*DIRECTIONS:* The expected answer is all of the entries, written out exactly.
⁂
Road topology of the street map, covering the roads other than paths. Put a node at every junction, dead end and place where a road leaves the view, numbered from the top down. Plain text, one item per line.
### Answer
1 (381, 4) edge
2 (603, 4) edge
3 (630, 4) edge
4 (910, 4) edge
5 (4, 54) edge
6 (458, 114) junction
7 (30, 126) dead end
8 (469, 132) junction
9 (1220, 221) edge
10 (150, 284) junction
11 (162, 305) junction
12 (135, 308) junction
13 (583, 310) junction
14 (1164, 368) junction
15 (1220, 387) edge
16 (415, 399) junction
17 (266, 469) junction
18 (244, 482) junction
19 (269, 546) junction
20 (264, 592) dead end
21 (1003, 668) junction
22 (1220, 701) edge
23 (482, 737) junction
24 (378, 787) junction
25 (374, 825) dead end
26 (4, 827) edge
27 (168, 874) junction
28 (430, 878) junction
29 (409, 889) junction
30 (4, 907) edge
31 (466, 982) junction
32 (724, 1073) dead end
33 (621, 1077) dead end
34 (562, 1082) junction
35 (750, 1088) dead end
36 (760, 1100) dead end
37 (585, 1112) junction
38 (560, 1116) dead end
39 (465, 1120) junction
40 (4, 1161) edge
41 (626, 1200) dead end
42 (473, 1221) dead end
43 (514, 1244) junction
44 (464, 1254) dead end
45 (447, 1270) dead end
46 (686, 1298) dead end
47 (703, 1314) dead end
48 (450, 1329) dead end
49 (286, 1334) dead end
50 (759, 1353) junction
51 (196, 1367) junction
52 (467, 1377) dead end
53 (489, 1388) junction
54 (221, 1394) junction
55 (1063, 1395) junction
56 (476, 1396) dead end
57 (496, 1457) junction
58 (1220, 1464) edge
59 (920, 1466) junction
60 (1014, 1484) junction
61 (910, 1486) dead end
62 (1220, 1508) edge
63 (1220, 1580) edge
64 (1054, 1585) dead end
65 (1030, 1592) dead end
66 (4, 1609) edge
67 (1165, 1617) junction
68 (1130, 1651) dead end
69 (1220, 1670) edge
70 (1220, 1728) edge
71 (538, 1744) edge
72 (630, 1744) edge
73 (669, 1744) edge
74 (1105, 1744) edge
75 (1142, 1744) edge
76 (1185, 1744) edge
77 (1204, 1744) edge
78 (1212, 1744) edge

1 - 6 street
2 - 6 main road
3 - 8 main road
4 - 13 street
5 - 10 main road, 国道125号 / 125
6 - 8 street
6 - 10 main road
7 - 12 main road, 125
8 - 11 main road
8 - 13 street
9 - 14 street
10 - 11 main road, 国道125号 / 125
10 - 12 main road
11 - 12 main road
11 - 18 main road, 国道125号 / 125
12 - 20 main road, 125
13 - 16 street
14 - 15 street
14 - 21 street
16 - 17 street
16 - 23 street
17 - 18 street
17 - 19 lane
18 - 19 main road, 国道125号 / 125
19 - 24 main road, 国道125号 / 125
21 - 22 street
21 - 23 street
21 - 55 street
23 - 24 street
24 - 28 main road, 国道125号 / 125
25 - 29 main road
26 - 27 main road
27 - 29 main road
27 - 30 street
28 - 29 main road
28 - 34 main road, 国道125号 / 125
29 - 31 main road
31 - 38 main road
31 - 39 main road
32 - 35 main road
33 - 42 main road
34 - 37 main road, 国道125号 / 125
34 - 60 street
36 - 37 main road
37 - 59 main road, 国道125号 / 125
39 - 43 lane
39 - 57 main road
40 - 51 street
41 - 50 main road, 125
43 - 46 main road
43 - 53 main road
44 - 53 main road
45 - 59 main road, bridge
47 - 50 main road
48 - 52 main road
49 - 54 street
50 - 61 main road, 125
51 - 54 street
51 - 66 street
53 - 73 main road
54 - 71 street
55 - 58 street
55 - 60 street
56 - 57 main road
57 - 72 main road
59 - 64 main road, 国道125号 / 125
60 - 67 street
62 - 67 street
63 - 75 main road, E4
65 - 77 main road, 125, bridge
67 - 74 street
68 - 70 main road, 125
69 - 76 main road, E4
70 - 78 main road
⁂
*REPLY:*
Road topology of the street map, covering the roads other than paths. Put a node at every junction, dead end and place where a road leaves the view, numbered from the top down. Plain text, one item per line.
### Answer
1 (381, 4) edge
2 (603, 4) edge
3 (630, 4) edge
4 (910, 4) edge
5 (4, 54) edge
6 (458, 114) junction
7 (30, 126) dead end
8 (469, 132) junction
9 (1220, 221) edge
10 (150, 284) junction
11 (162, 305) junction
12 (135, 308) junction
13 (583, 310) junction
14 (1164, 368) junction
15 (1220, 387) edge
16 (415, 399) junction
17 (266, 469) junction
18 (244, 482) junction
19 (269, 546) junction
20 (264, 592) dead end
21 (1003, 668) junction
22 (1220, 701) edge
23 (482, 737) junction
24 (378, 787) junction
25 (374, 825) dead end
26 (4, 827) edge
27 (168, 874) junction
28 (430, 878) junction
29 (409, 889) junction
30 (4, 907) edge
31 (466, 982) junction
32 (724, 1073) dead end
33 (621, 1077) dead end
34 (562, 1082) junction
35 (750, 1088) dead end
36 (760, 1100) dead end
37 (585, 1112) junction
38 (560, 1116) dead end
39 (465, 1120) junction
40 (4, 1161) edge
41 (626, 1200) dead end
42 (473, 1221) dead end
43 (514, 1244) junction
44 (464, 1254) dead end
45 (447, 1270) dead end
46 (686, 1298) dead end
47 (703, 1314) dead end
48 (450, 1329) dead end
49 (286, 1334) dead end
50 (759, 1353) junction
51 (196, 1367) junction
52 (467, 1377) dead end
53 (489, 1388) junction
54 (221, 1394) junction
55 (1063, 1395) junction
56 (476, 1396) dead end
57 (496, 1457) junction
58 (1220, 1464) edge
59 (920, 1466) junction
60 (1014, 1484) junction
61 (910, 1486) dead end
62 (1220, 1508) edge
63 (1220, 1580) edge
64 (1054, 1585) dead end
65 (1030, 1592) dead end
66 (4, 1609) edge
67 (1165, 1617) junction
68 (1130, 1651) dead end
69 (1220, 1670) edge
70 (1220, 1728) edge
71 (538, 1744) edge
72 (630, 1744) edge
73 (669, 1744) edge
74 (1105, 1744) edge
75 (1142, 1744) edge
76 (1185, 1744) edge
77 (1204, 1744) edge
78 (1212, 1744) edge

1 - 6 street
2 - 6 main road
3 - 8 main road
4 - 13 street
5 - 10 main road, 国道125号 / 125
6 - 8 street
6 - 10 main road
7 - 12 main road, 125
8 - 11 main road
8 - 13 street
9 - 14 street
10 - 11 main road, 国道125号 / 125
10 - 12 main road
11 - 12 main road
11 - 18 main road, 国道125号 / 125
12 - 20 main road, 125
13 - 16 street
14 - 15 street
14 - 21 street
16 - 17 street
16 - 23 street
17 - 18 street
17 - 19 lane
18 - 19 main road, 国道125号 / 125
19 - 24 main road, 国道125号 / 125
21 - 22 street
21 - 23 street
21 - 55 street
23 - 24 street
24 - 28 main road, 国道125号 / 125
25 - 29 main road
26 - 27 main road
27 - 29 main road
27 - 30 street
28 - 29 main road
28 - 34 main road, 国道125号 / 125
29 - 31 main road
31 - 38 main road
31 - 39 main road
32 - 35 main road
33 - 42 main road
34 - 37 main road, 国道125号 / 125
34 - 60 street
36 - 37 main road
37 - 59 main road, 国道125号 / 125
39 - 43 lane
39 - 57 main road
40 - 51 street
41 - 50 main road, 125
43 - 46 main road
43 - 53 main road
44 - 53 main road
45 - 59 main road, bridge
47 - 50 main road
48 - 52 main road
49 - 54 street
50 - 61 main road, 125
51 - 54 street
51 - 66 street
53 - 73 main road
54 - 71 street
55 - 58 street
55 - 60 street
56 - 57 main road
57 - 72 main road
59 - 64 main road, 国道125号 / 125
60 - 67 street
62 - 67 street
63 - 75 main road, E4
65 - 77 main road, 125, bridge
67 - 74 street
68 - 70 main road, 125
69 - 76 main road, E4
70 - 78 main road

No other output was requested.